__WHAT TO PRODUCE__. Would you find each line in the entries below with the string "reading" and copy it?

++++ PROVIDED RECORDS

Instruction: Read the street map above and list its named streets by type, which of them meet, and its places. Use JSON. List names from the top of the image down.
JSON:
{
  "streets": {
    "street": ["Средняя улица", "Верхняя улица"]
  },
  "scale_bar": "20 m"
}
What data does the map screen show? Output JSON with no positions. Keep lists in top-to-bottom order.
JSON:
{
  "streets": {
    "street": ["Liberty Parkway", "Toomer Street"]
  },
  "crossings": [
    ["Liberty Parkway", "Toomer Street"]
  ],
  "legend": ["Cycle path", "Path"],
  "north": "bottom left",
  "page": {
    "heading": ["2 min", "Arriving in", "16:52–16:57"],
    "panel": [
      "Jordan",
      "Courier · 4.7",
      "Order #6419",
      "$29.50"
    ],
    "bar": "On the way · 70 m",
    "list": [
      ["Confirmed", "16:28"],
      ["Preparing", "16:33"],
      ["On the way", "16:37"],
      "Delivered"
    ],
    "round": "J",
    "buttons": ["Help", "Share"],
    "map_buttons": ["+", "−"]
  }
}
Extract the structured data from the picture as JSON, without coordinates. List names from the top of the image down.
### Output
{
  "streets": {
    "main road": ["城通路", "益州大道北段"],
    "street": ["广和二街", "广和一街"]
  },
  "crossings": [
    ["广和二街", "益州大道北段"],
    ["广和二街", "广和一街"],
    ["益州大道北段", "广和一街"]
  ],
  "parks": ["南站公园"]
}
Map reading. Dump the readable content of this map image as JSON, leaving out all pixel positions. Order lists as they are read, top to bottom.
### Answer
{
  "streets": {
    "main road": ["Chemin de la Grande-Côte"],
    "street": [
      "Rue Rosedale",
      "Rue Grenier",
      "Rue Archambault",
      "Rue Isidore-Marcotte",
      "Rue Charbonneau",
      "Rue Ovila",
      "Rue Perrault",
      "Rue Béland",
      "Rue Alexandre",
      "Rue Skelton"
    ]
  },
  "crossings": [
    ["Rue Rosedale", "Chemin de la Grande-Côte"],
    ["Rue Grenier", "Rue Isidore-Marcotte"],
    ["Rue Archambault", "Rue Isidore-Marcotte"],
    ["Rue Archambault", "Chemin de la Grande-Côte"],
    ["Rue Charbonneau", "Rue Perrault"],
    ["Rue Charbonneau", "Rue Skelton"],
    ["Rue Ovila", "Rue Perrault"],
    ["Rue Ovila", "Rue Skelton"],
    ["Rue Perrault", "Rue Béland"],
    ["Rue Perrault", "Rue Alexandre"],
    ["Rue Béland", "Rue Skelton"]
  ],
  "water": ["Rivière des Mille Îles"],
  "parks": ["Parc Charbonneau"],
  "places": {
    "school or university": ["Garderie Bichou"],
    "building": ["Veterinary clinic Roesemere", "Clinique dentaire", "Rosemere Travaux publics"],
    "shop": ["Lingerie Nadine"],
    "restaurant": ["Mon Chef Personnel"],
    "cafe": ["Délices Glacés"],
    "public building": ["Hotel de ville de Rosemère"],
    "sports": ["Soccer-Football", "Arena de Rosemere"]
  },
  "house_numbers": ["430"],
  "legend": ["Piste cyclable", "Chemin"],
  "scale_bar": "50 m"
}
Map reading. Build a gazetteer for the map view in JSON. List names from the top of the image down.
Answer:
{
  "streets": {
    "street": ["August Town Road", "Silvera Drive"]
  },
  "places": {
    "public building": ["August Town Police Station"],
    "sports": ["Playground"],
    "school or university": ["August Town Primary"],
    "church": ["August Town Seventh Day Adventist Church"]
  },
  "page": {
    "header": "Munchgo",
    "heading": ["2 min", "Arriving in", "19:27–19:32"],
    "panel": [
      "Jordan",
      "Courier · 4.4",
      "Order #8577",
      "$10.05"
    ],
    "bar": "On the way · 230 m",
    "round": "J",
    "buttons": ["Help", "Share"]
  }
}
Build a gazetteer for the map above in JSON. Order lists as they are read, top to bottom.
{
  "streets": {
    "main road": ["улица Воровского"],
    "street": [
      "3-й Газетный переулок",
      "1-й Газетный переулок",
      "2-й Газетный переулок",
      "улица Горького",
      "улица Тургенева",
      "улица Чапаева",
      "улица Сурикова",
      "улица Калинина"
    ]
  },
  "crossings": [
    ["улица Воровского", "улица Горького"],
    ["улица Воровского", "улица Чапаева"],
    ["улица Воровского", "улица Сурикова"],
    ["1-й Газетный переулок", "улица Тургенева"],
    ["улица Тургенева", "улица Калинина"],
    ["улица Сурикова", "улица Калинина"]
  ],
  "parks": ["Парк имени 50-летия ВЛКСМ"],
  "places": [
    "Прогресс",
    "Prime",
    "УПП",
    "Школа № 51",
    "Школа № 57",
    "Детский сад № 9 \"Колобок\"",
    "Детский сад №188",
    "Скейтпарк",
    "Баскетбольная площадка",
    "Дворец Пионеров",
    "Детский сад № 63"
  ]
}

++++++++

__WORKED SOLUTION__.
Map reading. Dump the readable content of this map image as JSON, leaving out all pixel positions. Order lists as they are read, top to bottom.
Map reading. Build a gazetteer for the map view in JSON. List names from the top of the image down.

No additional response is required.